The prison cell was cold and dark, like they were supposed to be, and the priest sat on a chair facing a man who was talking low and deliberate.  A final confession was evolving with the sort of details only a condemned killer would know.  

So, I took him into the woods, below the bridge, and we walked through a thicket and finally came to an open spot.   There were yellow leaves all around.  I’d tied his hands, so it was easy enough to force him down.  He was young Father, real young.  I should have shot him in the back of the head, but I walked around instead, and stood in front of him.  He looked up at me kind of funny like he wasn’t there and I said, I got no choice.  And he just kept staring somewhere over me or right through me and then he said, all my eye and Betty Martin.  I thought I’d heard him wrong, but I didn’t care so much and shot him in the face and put one more in him when he slumped over.

Father, I’ve killed lots of men, maybe fifty, I’ve lost track, but this one was different. 

Why is that, the priest asked.

Well, it was what he said.  It’s plagued me for years and I’d wake up hearing his voice.  Men usually beg and cry and offer money, but this guy was different.  Tell me Father, what does it mean?  Was it a message?  A curse?

The priest took a deep breath and said, I have no idea.

They hanged the killer at midnight.  The priest walked with him to the scaffold and the killer sobbed down the hall, through the doors, at the reading of the verdict, up the steps and onto the platform.  Sobbing.  Sobbing.  At the end of the rope came the neck snap and it was over.

The priest kept his head down as he returned to his car.  Pushing through the protesters, he wondered why he’d lied to the condemned man and his confusion pressed against him.  
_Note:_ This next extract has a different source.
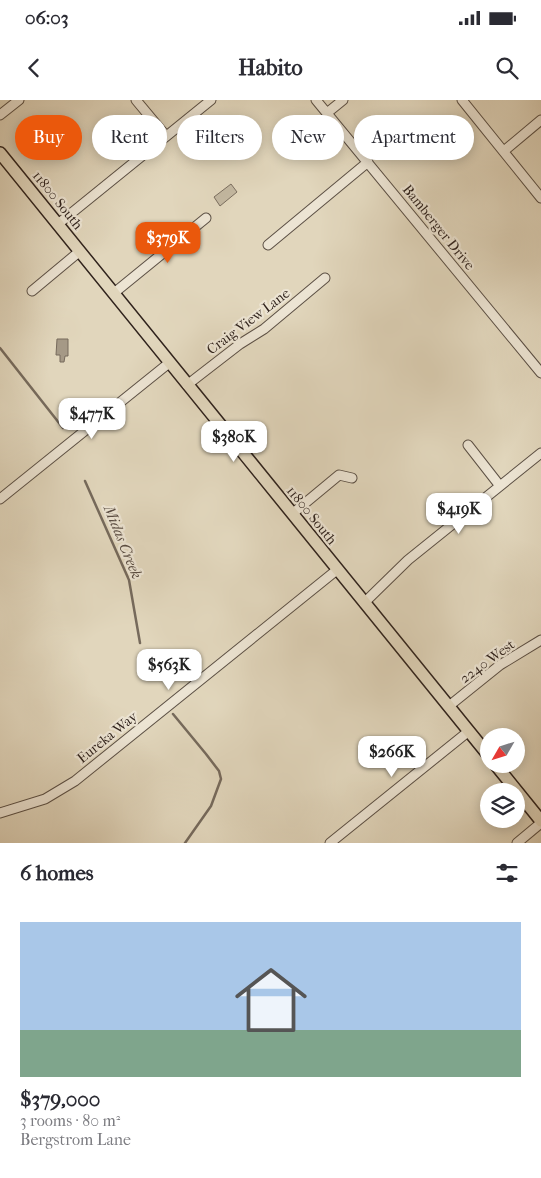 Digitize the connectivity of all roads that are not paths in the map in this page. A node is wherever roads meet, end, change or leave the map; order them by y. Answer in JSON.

Back at the rectory, he drank with an old friend.  Of course, it’s a sin for a priest to lie at a final confession, but it just came out, and I think I didn’t want to give him the comfort of understanding a victim’s last words.  Don’t get me wrong, I helped him die and he went out as best he could, but I drew the line at Betty Martin.  I wanted him to die without knowing. 

What does it mean, asked the friend.  The priest just stared straight ahead and you could feel the loss of his faith wilting in the face of absurdity.  The friend spoke, but the priest could not hear since he was in the distance somewhere, frozen under the regime of a different clock. 

Two days later, the priest was sitting on a bench at the zoo.  He was writing in his diary while waiting for his secret lover.   She was a seventeen-year-old who was in his parish and he had only recently begun having sex with her.  They were both fulfilled by the act of sweating, hiding, groaning, but he knew it was a gamble and couldn’t last. 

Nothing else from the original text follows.